PROVIDED DATA: Begin
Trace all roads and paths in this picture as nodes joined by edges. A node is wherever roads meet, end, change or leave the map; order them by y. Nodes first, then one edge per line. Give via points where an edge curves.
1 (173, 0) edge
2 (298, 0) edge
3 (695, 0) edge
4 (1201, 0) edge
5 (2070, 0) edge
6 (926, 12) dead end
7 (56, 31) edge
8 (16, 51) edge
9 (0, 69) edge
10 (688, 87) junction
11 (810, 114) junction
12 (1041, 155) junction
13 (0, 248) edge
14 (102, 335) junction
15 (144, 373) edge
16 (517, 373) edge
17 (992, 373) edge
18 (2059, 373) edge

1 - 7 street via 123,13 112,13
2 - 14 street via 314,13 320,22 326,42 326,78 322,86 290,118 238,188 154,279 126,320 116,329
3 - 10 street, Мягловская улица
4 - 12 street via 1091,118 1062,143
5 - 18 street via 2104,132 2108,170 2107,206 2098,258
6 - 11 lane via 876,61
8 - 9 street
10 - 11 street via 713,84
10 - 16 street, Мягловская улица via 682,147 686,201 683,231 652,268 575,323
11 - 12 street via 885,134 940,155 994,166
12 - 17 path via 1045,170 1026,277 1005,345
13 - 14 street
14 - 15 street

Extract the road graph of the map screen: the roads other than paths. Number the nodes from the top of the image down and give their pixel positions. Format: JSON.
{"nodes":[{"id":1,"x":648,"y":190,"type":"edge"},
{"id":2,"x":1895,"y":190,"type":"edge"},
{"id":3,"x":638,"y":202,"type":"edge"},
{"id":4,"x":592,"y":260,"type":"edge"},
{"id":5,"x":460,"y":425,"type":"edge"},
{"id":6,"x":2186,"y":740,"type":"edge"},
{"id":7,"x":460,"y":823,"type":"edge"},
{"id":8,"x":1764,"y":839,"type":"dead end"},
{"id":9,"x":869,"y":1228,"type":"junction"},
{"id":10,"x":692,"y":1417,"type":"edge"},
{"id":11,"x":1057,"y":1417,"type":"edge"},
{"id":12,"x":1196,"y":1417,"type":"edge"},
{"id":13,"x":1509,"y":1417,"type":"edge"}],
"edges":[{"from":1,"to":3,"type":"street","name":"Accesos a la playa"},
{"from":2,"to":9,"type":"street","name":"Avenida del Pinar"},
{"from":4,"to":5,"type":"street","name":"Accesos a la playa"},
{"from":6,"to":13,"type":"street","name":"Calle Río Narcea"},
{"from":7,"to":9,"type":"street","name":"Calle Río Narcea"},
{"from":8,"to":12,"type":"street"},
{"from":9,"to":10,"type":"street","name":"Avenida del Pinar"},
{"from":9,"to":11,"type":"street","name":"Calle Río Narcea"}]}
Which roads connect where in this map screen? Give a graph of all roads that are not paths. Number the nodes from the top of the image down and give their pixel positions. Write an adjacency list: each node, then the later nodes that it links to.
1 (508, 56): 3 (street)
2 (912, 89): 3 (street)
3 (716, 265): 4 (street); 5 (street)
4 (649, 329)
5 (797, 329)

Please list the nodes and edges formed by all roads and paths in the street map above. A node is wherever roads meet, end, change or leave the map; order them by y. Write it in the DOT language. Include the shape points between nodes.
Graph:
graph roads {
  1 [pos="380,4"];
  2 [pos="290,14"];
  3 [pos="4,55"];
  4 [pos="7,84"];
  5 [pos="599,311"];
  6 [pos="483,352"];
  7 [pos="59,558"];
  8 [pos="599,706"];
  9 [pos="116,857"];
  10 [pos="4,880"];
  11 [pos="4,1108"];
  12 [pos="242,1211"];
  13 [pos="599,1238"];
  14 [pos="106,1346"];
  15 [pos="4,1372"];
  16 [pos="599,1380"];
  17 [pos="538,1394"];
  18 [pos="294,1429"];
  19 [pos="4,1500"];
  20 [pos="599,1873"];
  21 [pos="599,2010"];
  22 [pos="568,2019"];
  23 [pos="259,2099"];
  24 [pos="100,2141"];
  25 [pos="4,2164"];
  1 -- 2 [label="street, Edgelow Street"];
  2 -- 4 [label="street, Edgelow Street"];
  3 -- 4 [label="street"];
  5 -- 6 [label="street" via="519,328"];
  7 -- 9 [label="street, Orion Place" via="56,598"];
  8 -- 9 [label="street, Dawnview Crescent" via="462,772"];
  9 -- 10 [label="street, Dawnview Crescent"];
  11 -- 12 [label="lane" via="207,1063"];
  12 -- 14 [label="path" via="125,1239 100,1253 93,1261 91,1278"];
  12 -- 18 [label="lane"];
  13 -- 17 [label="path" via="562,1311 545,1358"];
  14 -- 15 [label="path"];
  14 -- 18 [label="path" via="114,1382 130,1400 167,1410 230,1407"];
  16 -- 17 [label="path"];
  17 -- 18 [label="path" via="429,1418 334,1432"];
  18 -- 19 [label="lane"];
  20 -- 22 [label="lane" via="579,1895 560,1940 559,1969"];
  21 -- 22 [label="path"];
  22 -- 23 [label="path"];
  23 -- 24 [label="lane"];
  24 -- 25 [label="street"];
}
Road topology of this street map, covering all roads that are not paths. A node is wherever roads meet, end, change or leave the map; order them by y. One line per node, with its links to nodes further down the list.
PROVIDED DATA: End
DESCRIPTION OF THE TASK:
Beginning at the line above with "Which roads connect" and finishing at the line with "Please list the", return each line exactly and return nothing else.

ANSWER TO THE PROBLEM:
Which roads connect where in this map screen? Give a graph of all roads that are not paths. Number the nodes from the top of the image down and give their pixel positions. Write an adjacency list: each node, then the later nodes that it links to.
1 (508, 56): 3 (street)
2 (912, 89): 3 (street)
3 (716, 265): 4 (street); 5 (street)
4 (649, 329)
5 (797, 329)

Please list the nodes and edges formed by all roads and paths in the street map above. A node is wherever roads meet, end, change or leave the map; order them by y. Write it in the DOT language. Include the shape points between nodes.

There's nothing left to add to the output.